Rabu 22 Aug 2018 00:03 WIB

Asian Games dan Status Bencana Nasional Lombok

Status bencana nasional dikhawatirkan membuat negara lain mengeluarkan travel warning

Wilayah yang terkena dampak gempa di Lombok, NTB.
Foto: Republika/A Syalaby Ichsan
Wilayah yang terkena dampak gempa di Lombok, NTB.

REPUBLIKA.CO.ID, oleh Muhammad Hafil*

Sejumlah pihak, mulai dari relawan, warga, netizen, anggota DPRD Provinsi Nusa Tenggara Barat (NTB), hingga DPR RI, mendesak pemerintah pusat untuk menetapkan status bencana nasional untuk bencana alam gempa bumi di Lombok, NTB, dan sekitarnya. Alasannya, agar upaya penanggulangan dan penyaluran bantuan pascagempa bisa lebih cepat.

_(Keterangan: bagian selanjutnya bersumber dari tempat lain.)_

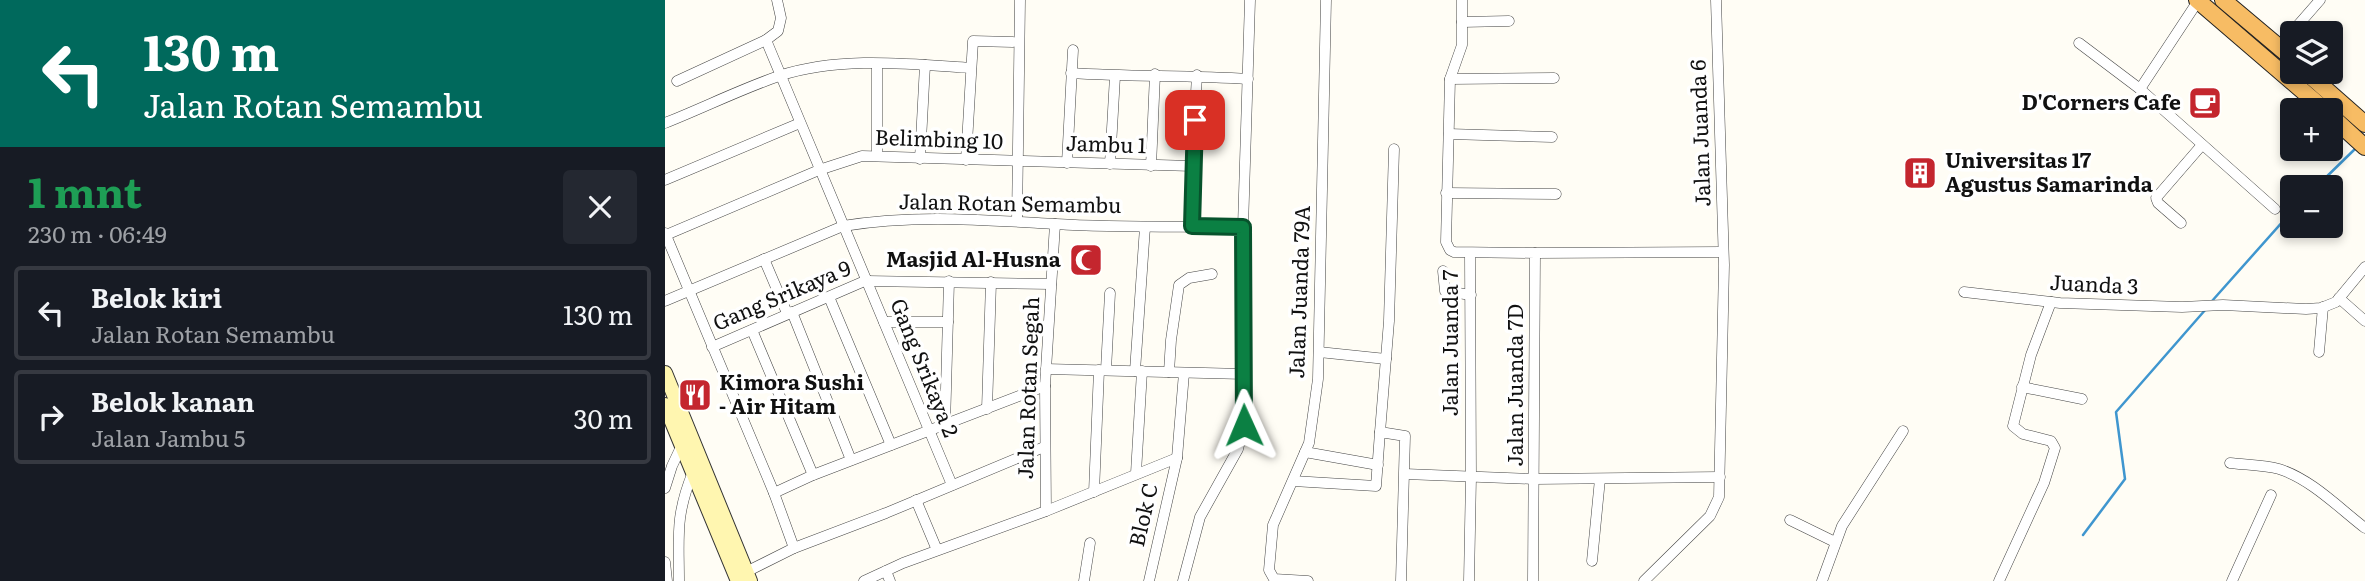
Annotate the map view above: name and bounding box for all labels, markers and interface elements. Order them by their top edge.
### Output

Namun, berkali-kali pemerintah menegaskan tak akan menetapkan status bencana nasional untuk gempa Lombok. Sikap pemerintah ini menuai pro dan kontra. Salah satu alasan yang dikemukan pemerintah memancing reaksi dari berbagai pihak. Yaitu, dikhawatirkan jika penetapan status bencana nasional bencana Lombok akan berdampak pada penurunan kunjungan wisatawan ke Lombok dan daerah tujuan wisata sekitarnya seperti Bali. Ini karena negara asal turis akan membuat travel warning ke Indonesia secara umum dan ke Lombok atau Bali secara khusus. Akibatnya, menjadi kerugian tersendiri bagi sektor pariwisata.

Sebelum kita ikut beropini tentang pro dan kontra penetapan status bencana nasional, ada baiknya kita perlu mengetahui riwayat sebuah status penetapan bencana nasional di Indonesia.  Dari sekian banyak bencana alam yang terjadi di Indonesia, mulai dari gempa bumi, longsor, banjir, kebakaran hutan dan lahan, tsunami, hingga gunung meletus, baru bencana gempa dan tsunami Aceh-Nias pada 2004 yang ditetapkan statusnya sebagai bencana nasional.

Penetapan status itu pun bukan berdasarkan aturan undang-undang. Karena, pada saat itu belum ada peraturan yang mengatur soal penetapan status sebuah bencana. Tetapi, penetapan status itu berdasarkan keputusan Presiden Susilo Bambang Yudhoyono (SBY) setelah melihat langsung dampak yang ditimbulkan akibat gempa dan tsunami tersebut. Yaitu, kerusakan yang ditimbulkan, lumpuhnya pemerintah daerah, dan korban jiwa serta hilang. Sebagaimana diketahui, korban jiwa dan hilang akibat gempa dan tsunami Aceh-Nias itu menelan 220 jiwa. Untuk kerugian materil, diperkirakan mencapai Rp 50 triliun. Selain itu, pemerintah kabupaten/kota dan provinsi Aceh lumpuh total (Kisah SBY Tentang Tsunami Aceh, Republika.co.id, 26 Desember 2014).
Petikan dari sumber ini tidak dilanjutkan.